I simply placed DD there (or told her to go there), "until you have control of yourself again," which was always
at my discretion. I didn't tend to use a timer, since IMO that turns this from discipline into punishment.
Sometimes "I'm still too angry right now because of what you did" was reason enough for an extra few minutes of reflection for her. I definitely learned early not to
hide my emotional responses to her. That was a sure ticket to escalation, because she NEEDED to know that her behavior frightened/irritated/embarrassed us when it was inappropriate or dangerous.

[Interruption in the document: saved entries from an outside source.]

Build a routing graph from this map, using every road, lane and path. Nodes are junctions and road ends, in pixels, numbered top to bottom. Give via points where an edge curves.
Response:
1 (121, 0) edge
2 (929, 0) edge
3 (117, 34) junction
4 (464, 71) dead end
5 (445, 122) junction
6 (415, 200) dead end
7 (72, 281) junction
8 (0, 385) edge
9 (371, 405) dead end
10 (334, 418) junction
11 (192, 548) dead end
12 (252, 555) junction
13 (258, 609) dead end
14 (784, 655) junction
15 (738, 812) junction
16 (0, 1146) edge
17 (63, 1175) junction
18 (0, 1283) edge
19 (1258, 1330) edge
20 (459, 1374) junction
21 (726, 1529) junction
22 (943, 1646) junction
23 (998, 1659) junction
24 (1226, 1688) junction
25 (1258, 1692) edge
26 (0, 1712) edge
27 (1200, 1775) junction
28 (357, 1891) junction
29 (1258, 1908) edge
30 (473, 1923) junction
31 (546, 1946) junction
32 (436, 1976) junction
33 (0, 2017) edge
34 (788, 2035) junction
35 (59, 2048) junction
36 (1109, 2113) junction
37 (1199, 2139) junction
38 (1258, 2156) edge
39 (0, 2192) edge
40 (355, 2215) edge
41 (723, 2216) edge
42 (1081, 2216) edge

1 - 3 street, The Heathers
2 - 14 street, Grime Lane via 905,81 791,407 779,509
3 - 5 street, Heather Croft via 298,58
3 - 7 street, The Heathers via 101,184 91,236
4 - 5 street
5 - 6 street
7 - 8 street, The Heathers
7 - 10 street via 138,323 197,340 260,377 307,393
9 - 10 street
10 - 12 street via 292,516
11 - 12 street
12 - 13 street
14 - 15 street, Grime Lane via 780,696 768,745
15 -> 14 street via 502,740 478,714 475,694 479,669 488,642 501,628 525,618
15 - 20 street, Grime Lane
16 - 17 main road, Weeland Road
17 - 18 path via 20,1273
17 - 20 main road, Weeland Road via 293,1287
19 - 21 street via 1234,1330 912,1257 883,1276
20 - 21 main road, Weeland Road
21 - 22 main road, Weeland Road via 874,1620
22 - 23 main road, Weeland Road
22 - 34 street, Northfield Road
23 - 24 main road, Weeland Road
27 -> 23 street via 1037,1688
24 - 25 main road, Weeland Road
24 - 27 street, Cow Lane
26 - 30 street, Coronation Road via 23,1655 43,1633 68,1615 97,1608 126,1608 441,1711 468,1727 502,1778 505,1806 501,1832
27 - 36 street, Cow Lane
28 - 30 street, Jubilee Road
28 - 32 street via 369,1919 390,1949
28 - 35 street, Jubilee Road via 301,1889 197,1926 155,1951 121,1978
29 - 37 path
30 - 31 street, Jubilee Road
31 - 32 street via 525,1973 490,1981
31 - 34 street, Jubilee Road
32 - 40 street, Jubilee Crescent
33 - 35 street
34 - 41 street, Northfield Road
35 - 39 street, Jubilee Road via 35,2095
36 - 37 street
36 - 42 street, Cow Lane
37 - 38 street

Some of this probably depends upon temperment, however. My DD was very
socially oriented, but she was never as physically brazen/impulsive as the OP's child. Then again, I think she may have been responding to our obvious emotional responses to that kind of behavior. I also intervened physically when I
had to get her to stop something and listen to me. A single swat or tap on the shoulder was a signal to her that whatever she was in the middle of was WAY out of bounds, and that it often meant DANGER.
We let her
see when she did something that frightened us, and then we explained WHY it was frightening. I wouldn't recommend that for most toddlers, since my experience suggests that most of them don't have the cognitive capacity for that kind of cause-and-effect reasoning, but DD certainly seemed to.